EXERCISE DETAILS:
Taking the line that contains "Trace every road, lane" as the first, copy exactly every line through the last line of the records, and nothing else.

DATASET:
-------------------------
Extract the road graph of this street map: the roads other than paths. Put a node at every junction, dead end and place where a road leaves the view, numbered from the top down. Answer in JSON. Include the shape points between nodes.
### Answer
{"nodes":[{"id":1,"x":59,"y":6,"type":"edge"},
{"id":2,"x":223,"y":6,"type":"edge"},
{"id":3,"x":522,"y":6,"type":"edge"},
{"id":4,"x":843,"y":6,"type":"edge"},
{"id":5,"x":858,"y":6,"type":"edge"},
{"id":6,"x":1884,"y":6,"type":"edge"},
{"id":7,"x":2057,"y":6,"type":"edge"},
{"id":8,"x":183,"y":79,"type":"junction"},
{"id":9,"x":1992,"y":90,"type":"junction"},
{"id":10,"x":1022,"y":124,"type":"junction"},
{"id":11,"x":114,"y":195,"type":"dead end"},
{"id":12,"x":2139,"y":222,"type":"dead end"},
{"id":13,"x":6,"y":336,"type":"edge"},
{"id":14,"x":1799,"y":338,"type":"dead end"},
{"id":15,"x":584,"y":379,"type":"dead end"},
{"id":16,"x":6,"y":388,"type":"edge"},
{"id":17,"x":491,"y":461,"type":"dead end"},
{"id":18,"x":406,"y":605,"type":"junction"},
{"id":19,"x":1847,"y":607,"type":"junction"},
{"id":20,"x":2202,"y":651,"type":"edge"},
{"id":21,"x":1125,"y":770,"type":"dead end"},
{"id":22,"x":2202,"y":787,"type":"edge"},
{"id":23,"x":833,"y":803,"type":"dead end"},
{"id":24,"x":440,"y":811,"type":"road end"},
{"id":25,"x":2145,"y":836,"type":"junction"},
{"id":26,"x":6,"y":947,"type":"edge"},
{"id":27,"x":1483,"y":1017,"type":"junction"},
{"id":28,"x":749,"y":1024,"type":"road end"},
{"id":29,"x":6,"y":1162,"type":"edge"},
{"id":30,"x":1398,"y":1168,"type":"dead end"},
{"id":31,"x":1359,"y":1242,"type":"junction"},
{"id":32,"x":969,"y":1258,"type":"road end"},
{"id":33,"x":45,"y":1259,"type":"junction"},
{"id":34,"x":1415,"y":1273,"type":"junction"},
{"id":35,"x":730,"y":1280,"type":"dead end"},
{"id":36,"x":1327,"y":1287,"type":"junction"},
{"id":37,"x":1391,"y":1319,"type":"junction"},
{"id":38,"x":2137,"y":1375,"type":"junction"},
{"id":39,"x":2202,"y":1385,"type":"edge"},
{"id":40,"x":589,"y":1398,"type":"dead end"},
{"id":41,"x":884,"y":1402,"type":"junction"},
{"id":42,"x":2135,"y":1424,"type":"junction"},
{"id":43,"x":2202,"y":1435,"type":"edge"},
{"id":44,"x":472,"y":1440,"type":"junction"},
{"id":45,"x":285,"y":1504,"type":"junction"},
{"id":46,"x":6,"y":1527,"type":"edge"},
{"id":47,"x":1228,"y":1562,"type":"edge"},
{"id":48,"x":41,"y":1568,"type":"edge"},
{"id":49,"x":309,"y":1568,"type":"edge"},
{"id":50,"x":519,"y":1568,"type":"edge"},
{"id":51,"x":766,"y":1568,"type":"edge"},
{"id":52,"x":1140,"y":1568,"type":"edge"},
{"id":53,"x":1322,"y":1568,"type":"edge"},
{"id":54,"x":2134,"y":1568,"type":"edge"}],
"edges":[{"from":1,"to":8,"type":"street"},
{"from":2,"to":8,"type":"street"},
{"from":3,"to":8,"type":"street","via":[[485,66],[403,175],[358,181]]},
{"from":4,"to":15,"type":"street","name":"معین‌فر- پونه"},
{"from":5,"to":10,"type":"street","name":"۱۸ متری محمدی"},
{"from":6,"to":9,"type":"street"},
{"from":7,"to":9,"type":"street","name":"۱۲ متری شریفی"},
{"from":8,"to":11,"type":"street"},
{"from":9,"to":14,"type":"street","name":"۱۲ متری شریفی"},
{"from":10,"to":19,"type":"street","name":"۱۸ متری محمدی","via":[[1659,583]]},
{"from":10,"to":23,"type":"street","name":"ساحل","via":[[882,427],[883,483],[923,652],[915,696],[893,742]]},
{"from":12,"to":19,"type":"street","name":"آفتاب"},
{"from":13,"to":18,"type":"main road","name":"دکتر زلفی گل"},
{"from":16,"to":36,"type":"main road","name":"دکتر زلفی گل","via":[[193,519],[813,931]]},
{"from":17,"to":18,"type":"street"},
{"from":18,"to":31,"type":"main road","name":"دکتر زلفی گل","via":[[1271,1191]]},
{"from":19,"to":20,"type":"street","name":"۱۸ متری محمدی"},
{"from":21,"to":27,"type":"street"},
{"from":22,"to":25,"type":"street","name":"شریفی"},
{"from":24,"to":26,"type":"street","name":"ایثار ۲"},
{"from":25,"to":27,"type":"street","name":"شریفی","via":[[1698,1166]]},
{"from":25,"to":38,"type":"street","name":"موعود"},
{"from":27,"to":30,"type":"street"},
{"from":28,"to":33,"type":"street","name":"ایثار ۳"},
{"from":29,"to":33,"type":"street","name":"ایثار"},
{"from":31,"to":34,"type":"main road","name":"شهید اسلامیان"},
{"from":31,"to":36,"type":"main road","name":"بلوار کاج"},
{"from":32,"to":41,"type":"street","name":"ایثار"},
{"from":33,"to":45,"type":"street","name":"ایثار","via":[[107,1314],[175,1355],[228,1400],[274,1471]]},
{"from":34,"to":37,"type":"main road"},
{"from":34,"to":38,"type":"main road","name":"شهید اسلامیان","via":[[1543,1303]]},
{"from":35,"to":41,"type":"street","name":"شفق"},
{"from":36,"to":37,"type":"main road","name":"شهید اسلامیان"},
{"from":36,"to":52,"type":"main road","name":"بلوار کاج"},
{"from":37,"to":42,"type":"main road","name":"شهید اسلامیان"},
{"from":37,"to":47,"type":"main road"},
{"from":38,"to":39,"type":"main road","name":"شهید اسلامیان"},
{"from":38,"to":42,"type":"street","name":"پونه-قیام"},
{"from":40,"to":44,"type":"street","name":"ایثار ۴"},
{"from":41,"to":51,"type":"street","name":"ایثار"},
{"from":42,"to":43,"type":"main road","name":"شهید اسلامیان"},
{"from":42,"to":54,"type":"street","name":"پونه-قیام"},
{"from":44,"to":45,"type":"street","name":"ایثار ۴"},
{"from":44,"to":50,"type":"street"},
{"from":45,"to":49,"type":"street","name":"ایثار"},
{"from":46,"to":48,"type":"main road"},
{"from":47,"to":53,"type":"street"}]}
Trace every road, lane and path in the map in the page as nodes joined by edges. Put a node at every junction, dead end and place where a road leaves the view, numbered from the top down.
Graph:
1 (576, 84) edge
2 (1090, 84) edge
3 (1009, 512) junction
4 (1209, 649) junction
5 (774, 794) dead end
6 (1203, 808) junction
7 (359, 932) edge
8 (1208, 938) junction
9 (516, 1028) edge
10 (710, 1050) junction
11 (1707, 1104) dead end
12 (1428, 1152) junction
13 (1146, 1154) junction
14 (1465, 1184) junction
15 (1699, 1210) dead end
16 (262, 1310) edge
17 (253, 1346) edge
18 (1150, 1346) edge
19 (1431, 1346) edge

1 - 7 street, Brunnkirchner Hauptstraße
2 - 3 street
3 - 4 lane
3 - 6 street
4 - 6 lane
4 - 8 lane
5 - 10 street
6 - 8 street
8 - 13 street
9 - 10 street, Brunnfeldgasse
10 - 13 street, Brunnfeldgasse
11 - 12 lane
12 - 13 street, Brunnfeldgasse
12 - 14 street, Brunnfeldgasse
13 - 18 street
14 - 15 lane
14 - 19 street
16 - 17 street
-------------------------
SOLUTION TO THE PROBLEM:
Trace every road, lane and path in the map in the page as nodes joined by edges. Put a node at every junction, dead end and place where a road leaves the view, numbered from the top down.
Graph:
1 (576, 84) edge
2 (1090, 84) edge
3 (1009, 512) junction
4 (1209, 649) junction
5 (774, 794) dead end
6 (1203, 808) junction
7 (359, 932) edge
8 (1208, 938) junction
9 (516, 1028) edge
10 (710, 1050) junction
11 (1707, 1104) dead end
12 (1428, 1152) junction
13 (1146, 1154) junction
14 (1465, 1184) junction
15 (1699, 1210) dead end
16 (262, 1310) edge
17 (253, 1346) edge
18 (1150, 1346) edge
19 (1431, 1346) edge

1 - 7 street, Brunnkirchner Hauptstraße
2 - 3 street
3 - 4 lane
3 - 6 street
4 - 6 lane
4 - 8 lane
5 - 10 street
6 - 8 street
8 - 13 street
9 - 10 street, Brunnfeldgasse
10 - 13 street, Brunnfeldgasse
11 - 12 lane
12 - 13 street, Brunnfeldgasse
12 - 14 street, Brunnfeldgasse
13 - 18 street
14 - 15 lane
14 - 19 street
16 - 17 street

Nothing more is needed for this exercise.